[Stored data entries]
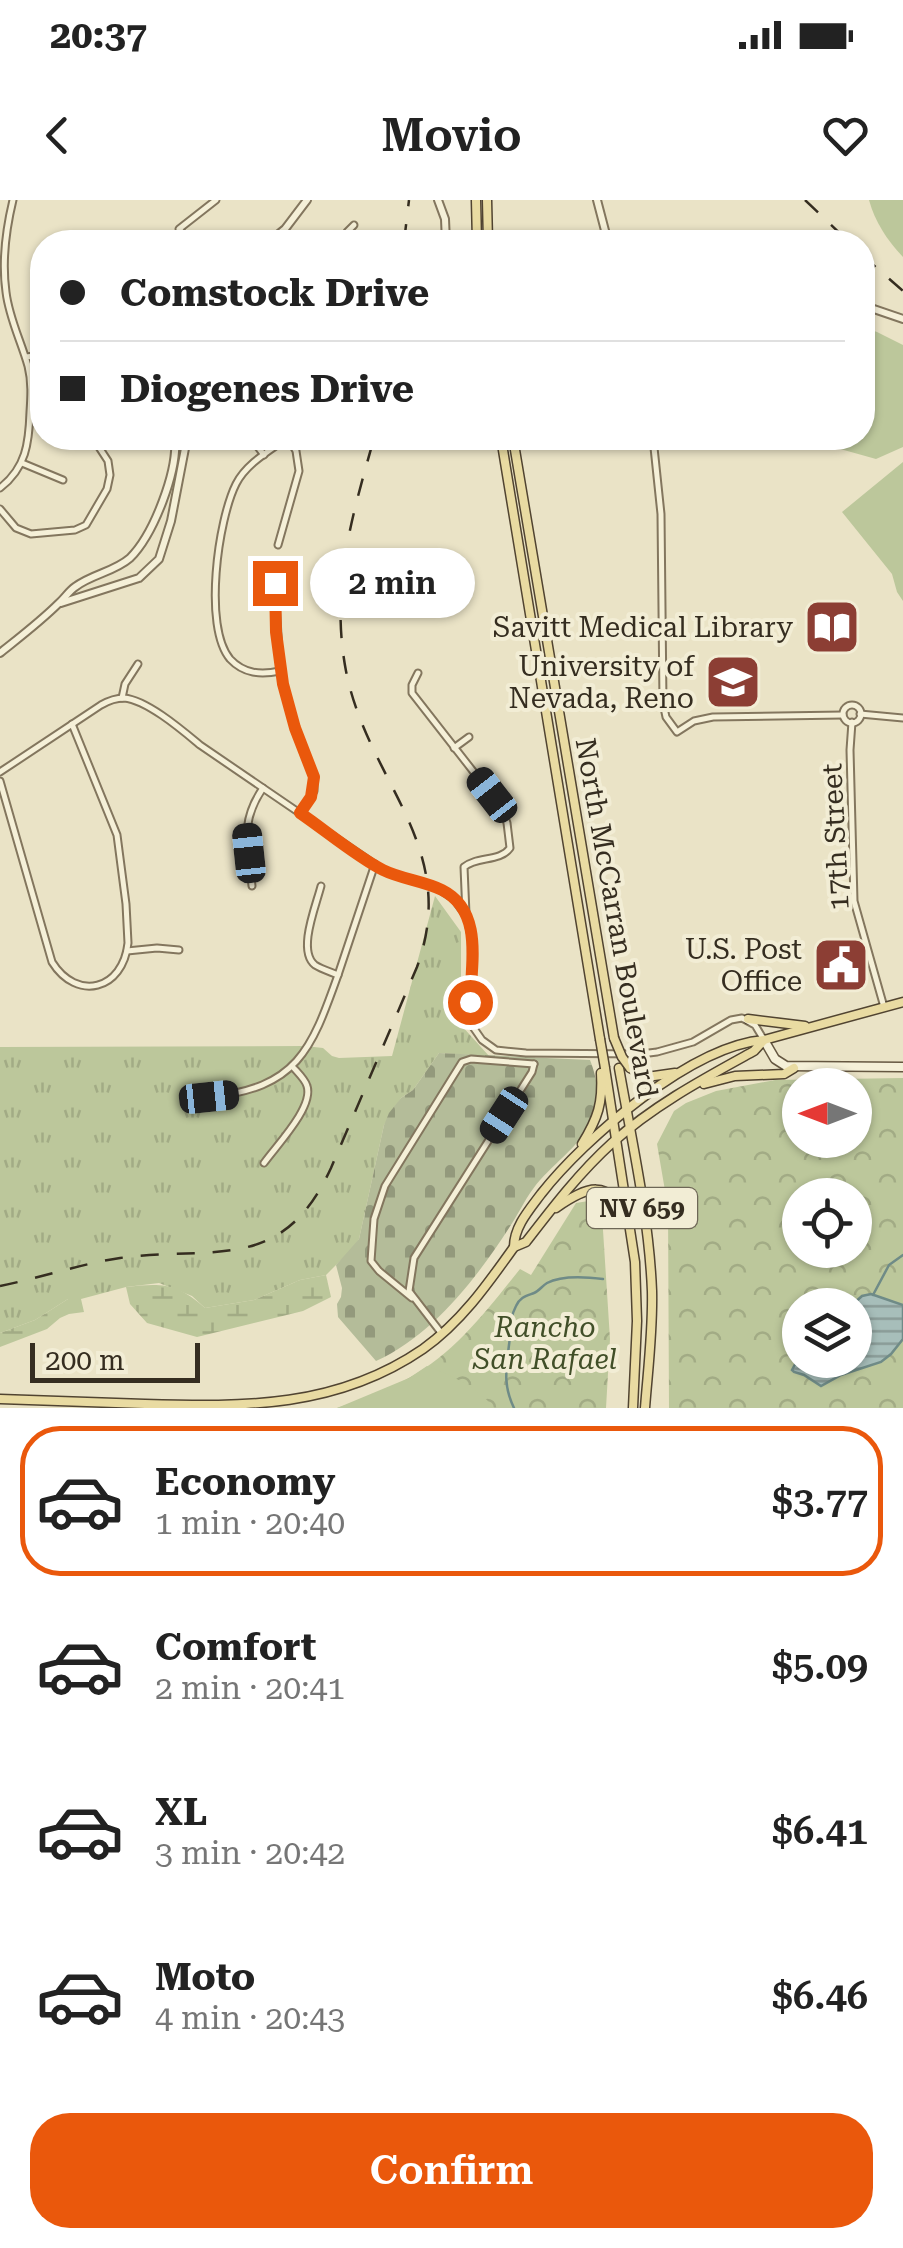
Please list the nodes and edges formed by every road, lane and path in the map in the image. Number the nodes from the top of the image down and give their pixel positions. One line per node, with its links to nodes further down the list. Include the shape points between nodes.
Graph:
1 (14, 200): 19 (street, via 5,290)
2 (216, 200): 9 (street)
3 (307, 200): 10 (street)
4 (438, 200): 12 (street)
5 (476, 200): 13 (main road)
6 (488, 200): 14 (main road)
7 (597, 200): 15 (street)
8 (354, 225): 11 (street)
9 (180, 230)
10 (285, 230)
11 (349, 230)
12 (445, 230)
13 (477, 230)
14 (488, 230)
15 (605, 230)
16 (875, 309): 17 (street)
17 (903, 319)
18 (30, 356): 19 (street)
19 (25, 357): 20 (street)
20 (30, 387)
21 (30, 416): 32 (street)
22 (101, 450): 35 (street, via 110,475 86,525 30,534)
23 (176, 450): 38 (street, via 164,502 132,556)
24 (184, 450): 38 (street, via 159,559 139,578)
25 (260, 450): 31 (street)
26 (271, 450): 31 (street)
27 (295, 450): 36 (street, via 299,472)
28 (503, 450): 72 (main road, North McCarran Boulevard / NV 659, bridge)
29 (515, 450): 66 (main road, North McCarran Boulevard / NV 659)
30 (654, 450): 44 (street, via 666,717 677,732 713,717)
31 (264, 455): 41 (street, via 234,488 217,559 216,596 230,658 254,673)
32 (22, 464): 33 (street); 34 (street)
33 (63, 480)
34 (0, 488)
35 (0, 510)
36 (278, 544)
37 (275, 583): 41 (street)
38 (60, 603): 39 (street)
39 (0, 653)
40 (138, 664): 43 (street)
41 (280, 671): 54 (street, via 314,777)
42 (418, 673): 50 (street, via 412,692)
43 (122, 698): 48 (street); 53 (street, via 148,708)
44 (843, 714): 45 (street, via 850,705); 47 (street)
45 (860, 714): 46 (street); 47 (street)
46 (903, 718)
47 (852, 722): 63 (street, 17th Street, via 854,900)
48 (72, 724): 51 (street); 59 (street, via 116,835)
49 (470, 737): 50 (street)
50 (454, 748): 58 (street, via 501,807 510,848 464,867)
51 (0, 772)
52 (0, 781): 59 (street, via 57,970 74,984 101,984 120,969)
53 (263, 788): 54 (street); 56 (street, via 247,822)
54 (300, 813): 55 (street)
55 (375, 864): 58 (street, via 441,890); 61 (street)
56 (252, 886)
57 (320, 886): 61 (street, via 306,944 314,965)
58 (467, 917): 68 (street, via 477,1034 496,1050)
59 (127, 950): 60 (street)
60 (179, 950)
61 (338, 975): 70 (street, via 320,1025)
62 (903, 1002): 63 (main road)
63 (884, 1007): 65 (main road)
64 (748, 1020): 65 (main road); 67 (street); 68 (street, via 736,1018 657,1052)
65 (809, 1027): 67 (main road)
66 (614, 1038): 74 (main road, bridge, via 640,1074); 78 (main road, North McCarran Boulevard / NV 659, bridge)
67 (764, 1040): 73 (main road, via 778,1063); 74 (main road); 76 (main road)
68 (538, 1053): 69 (street)
69 (534, 1064): 87 (street, via 414,1258); 87 (street, via 462,1062 388,1179 374,1220 371,1261)
70 (292, 1066): 77 (street, via 240,1094); 83 (street, via 308,1096)
71 (903, 1066): 73 (main road)
72 (603, 1068): 79 (main road, North McCarran Boulevard / NV 659); 82 (main road, via 598,1116)
73 (794, 1068)
74 (684, 1071): 78 (main road)
75 (782, 1074): 76 (main road, via 734,1076)
76 (690, 1088): 80 (main road)
77 (209, 1097)
78 (626, 1109): 79 (main road); 80 (main road, North McCarran Boulevard / NV 659)
79 (614, 1120): 81 (main road, North McCarran Boulevard / NV 659); 82 (main road)
80 (629, 1129): 81 (main road); 91 (main road, North McCarran Boulevard / NV 659, via 651,1274)
81 (617, 1139): 84 (main road); 85 (main road, North McCarran Boulevard / NV 659)
82 (573, 1157): 86 (main road, via 516,1230)
83 (264, 1163)
84 (548, 1213): 85 (main road, via 578,1192 601,1190 620,1204); 86 (main road)
85 (634, 1246): 90 (main road, North McCarran Boulevard / NV 659)
86 (514, 1248): 88 (main road)
87 (412, 1298): 88 (street)
88 (442, 1334): 89 (main road, via 372,1377 281,1404)
89 (0, 1399)
90 (633, 1408)
91 (645, 1408)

TASK BRIEF :: Return every line of the data above in which "McCarran" appears.

RESPONSE BOX ::
28 (503, 450): 72 (main road, North McCarran Boulevard / NV 659, bridge)
29 (515, 450): 66 (main road, North McCarran Boulevard / NV 659)
66 (614, 1038): 74 (main road, bridge, via 640,1074); 78 (main road, North McCarran Boulevard / NV 659, bridge)
72 (603, 1068): 79 (main road, North McCarran Boulevard / NV 659); 82 (main road, via 598,1116)
78 (626, 1109): 79 (main road); 80 (main road, North McCarran Boulevard / NV 659)
79 (614, 1120): 81 (main road, North McCarran Boulevard / NV 659); 82 (main road)
80 (629, 1129): 81 (main road); 91 (main road, North McCarran Boulevard / NV 659, via 651,1274)
81 (617, 1139): 84 (main road); 85 (main road, North McCarran Boulevard / NV 659)
85 (634, 1246): 90 (main road, North McCarran Boulevard / NV 659)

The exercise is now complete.